◆ **What this task involves**
Copy out the data exactly, leaving the pictures behind.

Saved data entries
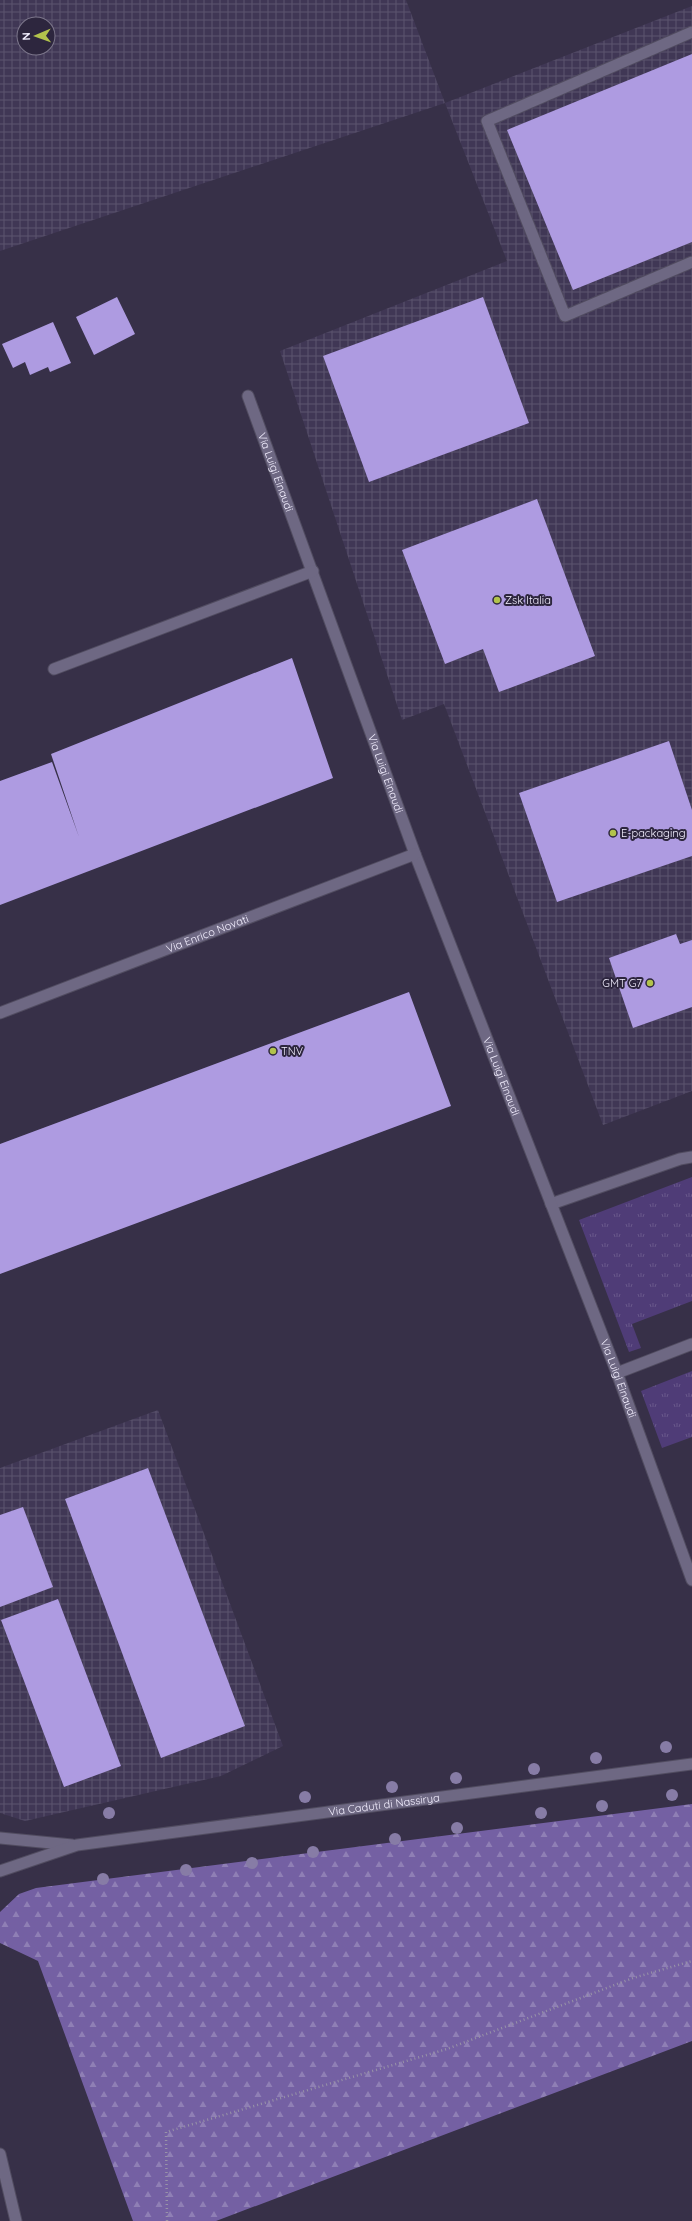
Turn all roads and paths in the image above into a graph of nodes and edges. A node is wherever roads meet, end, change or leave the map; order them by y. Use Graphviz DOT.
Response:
graph roads {
  1 [pos="692,32"];
  2 [pos="692,262"];
  3 [pos="248,396"];
  4 [pos="313,571"];
  5 [pos="54,669"];
  6 [pos="416,854"];
  7 [pos="0,1013"];
  8 [pos="692,1157"];
  9 [pos="551,1204"];
  10 [pos="692,1344"];
  11 [pos="617,1372"];
  12 [pos="692,1580"];
  13 [pos="692,1764"];
  14 [pos="0,1838"];
  15 [pos="77,1845"];
  16 [pos="0,1871"];
  17 [pos="692,1961"];
  18 [pos="0,2154"];
  19 [pos="16,2221"];
  20 [pos="167,2221"];
  1 -- 2 [label="street"];
  3 -- 4 [label="street, Via Luigi Einaudi"];
  4 -- 5 [label="street"];
  4 -- 6 [label="street, Via Luigi Einaudi"];
  6 -- 7 [label="street, Via Enrico Novati"];
  6 -- 9 [label="street, Via Luigi Einaudi"];
  8 -- 9 [label="street"];
  9 -- 11 [label="street, Via Luigi Einaudi"];
  10 -- 11 [label="street"];
  11 -- 12 [label="street, Via Luigi Einaudi"];
  13 -- 15 [label="street, Via Caduti di Nassirya"];
  14 -- 15 [label="street, Via Caduti di Nassirya"];
  15 -- 16 [label="street, Via Caduti di Nassirya"];
  17 -- 20 [label="path"];
  18 -- 19 [label="street"];
}
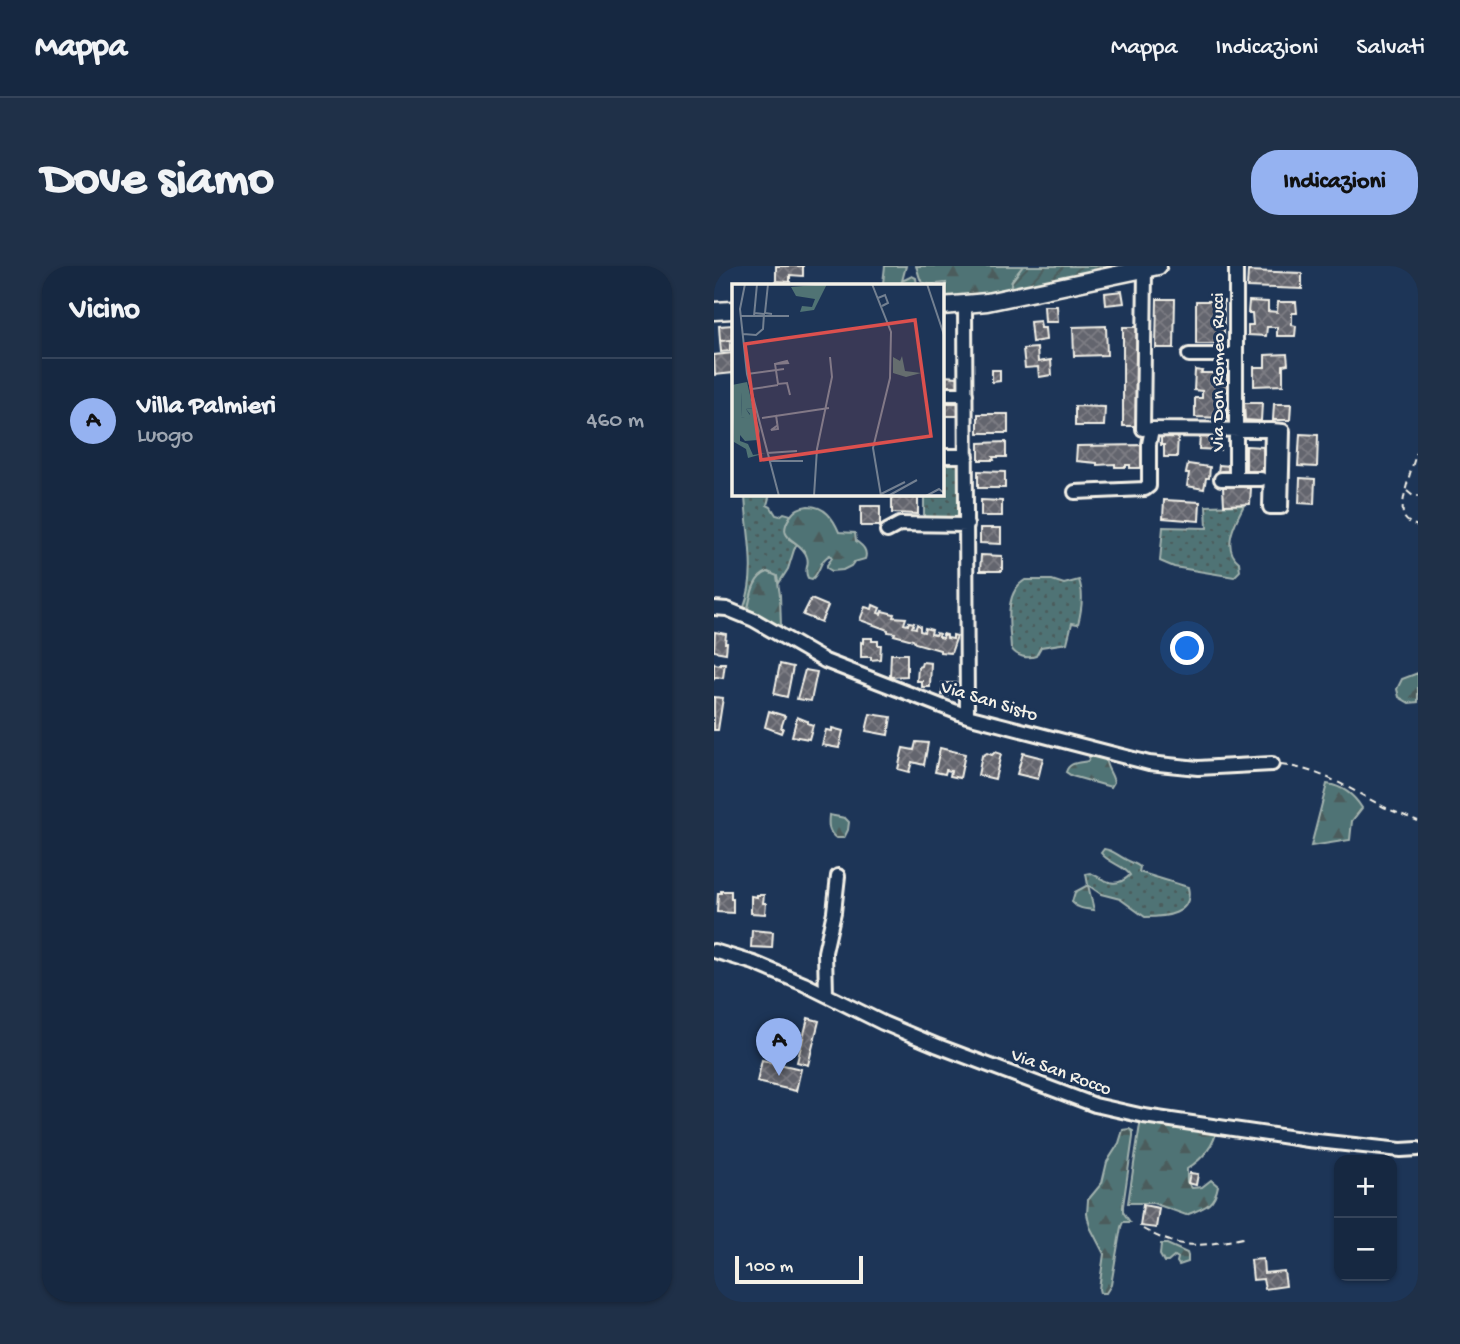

◆ **Response area**
Turn all roads and paths in the image above into a graph of nodes and edges. A node is wherever roads meet, end, change or leave the map; order them by y. Use Graphviz DOT.
Response:
graph roads {
  1 [pos="692,32"];
  2 [pos="692,262"];
  3 [pos="248,396"];
  4 [pos="313,571"];
  5 [pos="54,669"];
  6 [pos="416,854"];
  7 [pos="0,1013"];
  8 [pos="692,1157"];
  9 [pos="551,1204"];
  10 [pos="692,1344"];
  11 [pos="617,1372"];
  12 [pos="692,1580"];
  13 [pos="692,1764"];
  14 [pos="0,1838"];
  15 [pos="77,1845"];
  16 [pos="0,1871"];
  17 [pos="692,1961"];
  18 [pos="0,2154"];
  19 [pos="16,2221"];
  20 [pos="167,2221"];
  1 -- 2 [label="street"];
  3 -- 4 [label="street, Via Luigi Einaudi"];
  4 -- 5 [label="street"];
  4 -- 6 [label="street, Via Luigi Einaudi"];
  6 -- 7 [label="street, Via Enrico Novati"];
  6 -- 9 [label="street, Via Luigi Einaudi"];
  8 -- 9 [label="street"];
  9 -- 11 [label="street, Via Luigi Einaudi"];
  10 -- 11 [label="street"];
  11 -- 12 [label="street, Via Luigi Einaudi"];
  13 -- 15 [label="street, Via Caduti di Nassirya"];
  14 -- 15 [label="street, Via Caduti di Nassirya"];
  15 -- 16 [label="street, Via Caduti di Nassirya"];
  17 -- 20 [label="path"];
  18 -- 19 [label="street"];
}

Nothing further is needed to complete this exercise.